キャサリンやウルスラをはじめとした部隊の面々はもちろん、どうしてかアホネンやハッキネンまでいる
ことにエルマは目をぱちくりさせる。駆け寄ってきた彼女らに押しつぶされてビューリングが床で伸びて
いるのが人と人との間から見えて、不憫に思うと同時につい噴出してしまった。そういえばビューリングの
あんなにも慌てた声ははじめて聞いた気がする。みんなはそんなことはどうでもよいようで、一体エルマ
の見舞いに来たのかただそれに乗じて騒ぎたいのか分からないくらいにはしゃいでいた。智子やアホネン
やハッキネンに、りんごやらベリーやらをひっきりなしに差し出される。冷たいタオルと熱いタオルを順繰り
に頭に乗せられてどちらがいいのかウルスラとハルカがどうしてかにらみ合いをしている。キャサリンが
放った空砲がまた、宿舎の壁に穴を開けた。ジュゼッピーナはというと「パスタ作ってきーましたー」と果物
でいっぱいになった口の中にフォークを差し出そうとしてビューリングに後ろから止められていた。もう
何が何だかわからない。先ほどまでの静けさが嘘のようだ。──そう、静かな後には必ず、何か一波乱が
起こる気がするのはこんな光景を毎日目にしているからかもしれない。
どこかもう慣れてしまったその喧騒を穏やかに見やりながら、エルマはあの少女に思いを馳せていた。
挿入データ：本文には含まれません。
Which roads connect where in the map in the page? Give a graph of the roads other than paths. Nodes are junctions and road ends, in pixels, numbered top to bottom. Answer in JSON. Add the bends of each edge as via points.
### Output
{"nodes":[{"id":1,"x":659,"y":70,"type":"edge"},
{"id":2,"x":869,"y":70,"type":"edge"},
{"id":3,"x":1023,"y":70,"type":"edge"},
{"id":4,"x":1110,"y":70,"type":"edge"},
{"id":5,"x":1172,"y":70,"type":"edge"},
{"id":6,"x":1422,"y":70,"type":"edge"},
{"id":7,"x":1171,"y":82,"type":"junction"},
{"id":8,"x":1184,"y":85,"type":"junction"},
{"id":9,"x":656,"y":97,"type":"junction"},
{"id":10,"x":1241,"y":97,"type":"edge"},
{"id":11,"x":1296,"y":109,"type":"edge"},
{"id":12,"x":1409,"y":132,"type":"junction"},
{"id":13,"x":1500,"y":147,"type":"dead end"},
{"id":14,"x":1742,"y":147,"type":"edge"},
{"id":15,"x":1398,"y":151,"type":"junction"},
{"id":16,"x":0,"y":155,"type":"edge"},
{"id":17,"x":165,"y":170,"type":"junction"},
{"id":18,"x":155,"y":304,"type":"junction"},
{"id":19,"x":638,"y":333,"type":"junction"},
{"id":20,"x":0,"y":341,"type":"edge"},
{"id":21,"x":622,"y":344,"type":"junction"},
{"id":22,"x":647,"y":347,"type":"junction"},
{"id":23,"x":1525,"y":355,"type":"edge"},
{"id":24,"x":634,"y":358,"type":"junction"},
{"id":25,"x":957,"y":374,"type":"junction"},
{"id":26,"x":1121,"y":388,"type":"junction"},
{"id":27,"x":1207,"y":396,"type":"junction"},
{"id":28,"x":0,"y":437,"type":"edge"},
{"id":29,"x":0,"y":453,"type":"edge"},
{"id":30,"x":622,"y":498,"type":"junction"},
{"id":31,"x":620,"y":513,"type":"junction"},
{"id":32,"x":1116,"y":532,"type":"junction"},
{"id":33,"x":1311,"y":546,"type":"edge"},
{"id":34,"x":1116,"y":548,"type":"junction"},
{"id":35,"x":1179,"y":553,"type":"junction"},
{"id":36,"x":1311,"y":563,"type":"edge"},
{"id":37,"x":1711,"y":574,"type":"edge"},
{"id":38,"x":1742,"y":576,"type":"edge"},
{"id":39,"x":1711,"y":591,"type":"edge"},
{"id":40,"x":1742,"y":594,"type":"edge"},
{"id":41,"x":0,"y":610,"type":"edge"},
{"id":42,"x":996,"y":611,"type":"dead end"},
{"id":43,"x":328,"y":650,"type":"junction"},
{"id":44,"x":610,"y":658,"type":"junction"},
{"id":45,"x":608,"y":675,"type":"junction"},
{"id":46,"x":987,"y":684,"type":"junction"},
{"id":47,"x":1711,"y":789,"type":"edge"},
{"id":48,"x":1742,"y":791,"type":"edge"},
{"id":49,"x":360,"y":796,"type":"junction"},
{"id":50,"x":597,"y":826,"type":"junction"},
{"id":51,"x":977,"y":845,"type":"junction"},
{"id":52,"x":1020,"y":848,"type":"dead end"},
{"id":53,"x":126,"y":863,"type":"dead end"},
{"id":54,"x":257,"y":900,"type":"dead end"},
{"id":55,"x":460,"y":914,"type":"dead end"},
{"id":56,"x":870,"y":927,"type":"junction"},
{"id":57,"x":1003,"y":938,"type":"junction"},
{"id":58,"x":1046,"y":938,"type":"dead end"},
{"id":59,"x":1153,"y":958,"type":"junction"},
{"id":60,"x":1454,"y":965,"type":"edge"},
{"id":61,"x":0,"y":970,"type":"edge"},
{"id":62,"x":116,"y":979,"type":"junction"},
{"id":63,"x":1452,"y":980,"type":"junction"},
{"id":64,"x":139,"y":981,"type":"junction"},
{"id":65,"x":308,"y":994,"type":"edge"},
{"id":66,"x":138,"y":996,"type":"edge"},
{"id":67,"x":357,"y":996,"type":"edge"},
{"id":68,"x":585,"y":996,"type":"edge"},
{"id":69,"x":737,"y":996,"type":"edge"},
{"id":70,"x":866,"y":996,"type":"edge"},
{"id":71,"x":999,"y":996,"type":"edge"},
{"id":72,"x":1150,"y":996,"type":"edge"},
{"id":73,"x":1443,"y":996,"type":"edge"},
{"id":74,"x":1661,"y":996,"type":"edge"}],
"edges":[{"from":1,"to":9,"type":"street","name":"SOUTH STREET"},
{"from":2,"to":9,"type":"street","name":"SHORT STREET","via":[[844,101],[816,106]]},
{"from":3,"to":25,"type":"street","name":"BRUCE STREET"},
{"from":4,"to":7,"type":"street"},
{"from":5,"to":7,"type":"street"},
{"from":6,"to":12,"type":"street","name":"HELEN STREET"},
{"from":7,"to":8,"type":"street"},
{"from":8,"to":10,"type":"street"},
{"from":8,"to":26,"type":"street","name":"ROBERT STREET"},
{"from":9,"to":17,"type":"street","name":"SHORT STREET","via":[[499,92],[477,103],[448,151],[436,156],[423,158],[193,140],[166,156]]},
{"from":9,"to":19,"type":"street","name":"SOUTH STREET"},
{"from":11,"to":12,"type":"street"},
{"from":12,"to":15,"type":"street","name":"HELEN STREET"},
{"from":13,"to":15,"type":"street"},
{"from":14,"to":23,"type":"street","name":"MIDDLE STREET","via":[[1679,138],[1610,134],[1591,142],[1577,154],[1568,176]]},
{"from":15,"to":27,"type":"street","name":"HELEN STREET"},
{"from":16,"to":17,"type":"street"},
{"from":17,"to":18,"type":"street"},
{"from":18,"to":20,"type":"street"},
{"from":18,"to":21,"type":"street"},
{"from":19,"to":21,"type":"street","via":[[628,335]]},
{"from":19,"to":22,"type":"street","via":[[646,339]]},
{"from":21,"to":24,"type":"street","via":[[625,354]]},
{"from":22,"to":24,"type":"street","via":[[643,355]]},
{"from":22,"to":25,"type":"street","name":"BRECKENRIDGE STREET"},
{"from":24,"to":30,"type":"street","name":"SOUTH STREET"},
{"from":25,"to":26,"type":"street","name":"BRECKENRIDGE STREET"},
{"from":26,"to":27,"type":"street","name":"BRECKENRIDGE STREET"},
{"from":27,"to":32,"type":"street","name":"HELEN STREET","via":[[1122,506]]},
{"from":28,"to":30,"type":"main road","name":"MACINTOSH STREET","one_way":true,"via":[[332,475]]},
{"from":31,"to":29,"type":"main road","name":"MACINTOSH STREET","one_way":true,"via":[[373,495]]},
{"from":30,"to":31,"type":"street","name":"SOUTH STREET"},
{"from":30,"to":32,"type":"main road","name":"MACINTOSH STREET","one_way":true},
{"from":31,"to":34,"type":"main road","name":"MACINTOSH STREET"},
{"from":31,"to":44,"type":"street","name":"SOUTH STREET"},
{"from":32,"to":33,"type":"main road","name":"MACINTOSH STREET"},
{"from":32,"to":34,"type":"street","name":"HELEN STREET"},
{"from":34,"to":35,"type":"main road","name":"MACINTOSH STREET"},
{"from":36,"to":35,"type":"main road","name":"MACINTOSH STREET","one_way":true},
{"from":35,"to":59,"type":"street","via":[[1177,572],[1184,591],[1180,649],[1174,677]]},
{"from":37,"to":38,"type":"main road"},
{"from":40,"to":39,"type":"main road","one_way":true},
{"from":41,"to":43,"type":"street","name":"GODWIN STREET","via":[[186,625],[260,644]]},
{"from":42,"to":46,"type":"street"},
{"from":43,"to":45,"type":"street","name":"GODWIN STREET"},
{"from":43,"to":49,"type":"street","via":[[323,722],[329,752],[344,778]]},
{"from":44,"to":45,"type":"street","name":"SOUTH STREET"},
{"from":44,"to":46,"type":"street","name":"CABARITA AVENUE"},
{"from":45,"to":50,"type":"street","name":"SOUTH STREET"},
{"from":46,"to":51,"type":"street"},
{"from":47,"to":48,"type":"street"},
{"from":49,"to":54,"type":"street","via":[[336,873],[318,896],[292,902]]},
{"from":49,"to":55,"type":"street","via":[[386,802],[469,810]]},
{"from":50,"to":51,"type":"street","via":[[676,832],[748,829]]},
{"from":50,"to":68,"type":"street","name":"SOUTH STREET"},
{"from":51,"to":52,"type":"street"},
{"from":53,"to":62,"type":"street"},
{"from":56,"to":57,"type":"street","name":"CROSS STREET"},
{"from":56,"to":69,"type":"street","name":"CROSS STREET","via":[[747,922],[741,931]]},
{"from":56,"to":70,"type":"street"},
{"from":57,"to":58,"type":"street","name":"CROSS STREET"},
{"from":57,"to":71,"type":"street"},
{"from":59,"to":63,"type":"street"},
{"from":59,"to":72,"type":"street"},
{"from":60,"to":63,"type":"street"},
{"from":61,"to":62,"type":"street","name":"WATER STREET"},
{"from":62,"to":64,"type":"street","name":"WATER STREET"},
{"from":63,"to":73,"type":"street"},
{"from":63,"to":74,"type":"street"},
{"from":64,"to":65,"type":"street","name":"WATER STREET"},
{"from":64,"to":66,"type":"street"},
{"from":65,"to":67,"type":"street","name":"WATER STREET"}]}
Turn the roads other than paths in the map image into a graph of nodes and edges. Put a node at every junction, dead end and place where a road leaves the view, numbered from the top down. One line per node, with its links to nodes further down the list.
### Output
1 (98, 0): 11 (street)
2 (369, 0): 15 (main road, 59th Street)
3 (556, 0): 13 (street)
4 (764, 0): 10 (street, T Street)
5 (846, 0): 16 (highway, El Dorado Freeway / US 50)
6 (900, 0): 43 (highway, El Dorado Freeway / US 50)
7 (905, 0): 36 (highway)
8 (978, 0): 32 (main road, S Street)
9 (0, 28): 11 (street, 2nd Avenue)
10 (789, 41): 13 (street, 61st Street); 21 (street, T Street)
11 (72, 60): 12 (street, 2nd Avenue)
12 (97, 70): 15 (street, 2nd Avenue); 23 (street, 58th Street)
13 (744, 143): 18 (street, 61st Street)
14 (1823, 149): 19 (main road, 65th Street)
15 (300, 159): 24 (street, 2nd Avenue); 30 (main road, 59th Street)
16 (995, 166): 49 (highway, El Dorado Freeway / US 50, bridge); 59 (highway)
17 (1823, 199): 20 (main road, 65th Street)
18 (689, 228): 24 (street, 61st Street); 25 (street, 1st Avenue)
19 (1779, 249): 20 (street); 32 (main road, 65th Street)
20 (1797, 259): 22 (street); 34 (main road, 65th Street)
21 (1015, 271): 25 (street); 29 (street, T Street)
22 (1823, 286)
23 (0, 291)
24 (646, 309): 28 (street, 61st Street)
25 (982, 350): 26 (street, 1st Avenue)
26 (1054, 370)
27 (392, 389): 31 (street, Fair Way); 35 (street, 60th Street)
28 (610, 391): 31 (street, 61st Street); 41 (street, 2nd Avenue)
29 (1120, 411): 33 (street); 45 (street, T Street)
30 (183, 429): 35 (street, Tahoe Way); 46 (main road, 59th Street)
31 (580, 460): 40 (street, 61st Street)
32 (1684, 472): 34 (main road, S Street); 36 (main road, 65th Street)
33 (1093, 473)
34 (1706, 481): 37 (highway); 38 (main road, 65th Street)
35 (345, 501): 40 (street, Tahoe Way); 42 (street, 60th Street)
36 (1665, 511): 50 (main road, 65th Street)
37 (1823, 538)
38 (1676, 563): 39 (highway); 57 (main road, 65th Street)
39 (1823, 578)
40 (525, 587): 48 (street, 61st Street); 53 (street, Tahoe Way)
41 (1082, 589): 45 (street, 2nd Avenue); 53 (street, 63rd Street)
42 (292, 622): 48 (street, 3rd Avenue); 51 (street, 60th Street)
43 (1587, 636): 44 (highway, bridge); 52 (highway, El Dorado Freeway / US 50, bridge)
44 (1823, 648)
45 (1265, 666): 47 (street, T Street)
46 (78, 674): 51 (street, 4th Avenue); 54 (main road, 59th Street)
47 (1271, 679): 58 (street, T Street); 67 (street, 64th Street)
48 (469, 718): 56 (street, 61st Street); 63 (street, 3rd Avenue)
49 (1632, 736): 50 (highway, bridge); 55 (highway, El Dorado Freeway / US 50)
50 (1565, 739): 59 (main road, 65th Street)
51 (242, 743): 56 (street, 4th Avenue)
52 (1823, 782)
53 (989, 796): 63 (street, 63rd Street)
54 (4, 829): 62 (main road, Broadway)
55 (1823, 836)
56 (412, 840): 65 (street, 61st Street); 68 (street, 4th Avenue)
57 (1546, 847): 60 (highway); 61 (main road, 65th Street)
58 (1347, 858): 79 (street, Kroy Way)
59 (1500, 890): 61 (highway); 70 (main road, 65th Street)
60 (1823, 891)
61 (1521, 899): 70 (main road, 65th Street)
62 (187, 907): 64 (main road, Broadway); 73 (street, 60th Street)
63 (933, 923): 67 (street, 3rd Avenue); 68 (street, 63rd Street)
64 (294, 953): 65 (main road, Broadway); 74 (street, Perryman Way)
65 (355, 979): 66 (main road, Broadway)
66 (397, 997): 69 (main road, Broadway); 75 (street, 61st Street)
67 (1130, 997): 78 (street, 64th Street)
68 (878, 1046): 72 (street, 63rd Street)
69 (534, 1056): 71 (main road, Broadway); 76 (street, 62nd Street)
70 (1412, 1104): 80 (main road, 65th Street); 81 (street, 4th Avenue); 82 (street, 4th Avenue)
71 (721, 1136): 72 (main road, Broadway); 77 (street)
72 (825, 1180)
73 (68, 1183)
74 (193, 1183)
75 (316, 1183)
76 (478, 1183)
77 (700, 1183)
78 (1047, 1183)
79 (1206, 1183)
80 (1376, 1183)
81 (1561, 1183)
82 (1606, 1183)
いつか一緒に空を飛べるだろうか。一緒にスオムスを守ってはくれないだろうか。そんな淡い希望を、窓の
外の景色に乗せる。外は猛吹雪で、これではネウロイも襲ってはこれないだろう。皆がここに終結して
いるのも恐らくはそれが理由なのではないかと思う。それでも心配してくれていたことが、エルマはこの
上なく嬉しかった。嬉しくて嬉しくて、顔が綻ぶ。
「ありがとうございます。」
口にするのは、ありとあらゆる人への感謝。それはまだ欠片でしかないから、もっともっと形にして、伝えて
いかなければいけないけれど、とりあえず今は、これだけでも。
今も同じ空の下にいるあのダイヤの原石にも、届けばいいと願いながら。
その少女がその後ストライクウィッチとして志願し、スオムス随一のエースとなって世界をまたにかけ
活躍するのはまた、別の話である。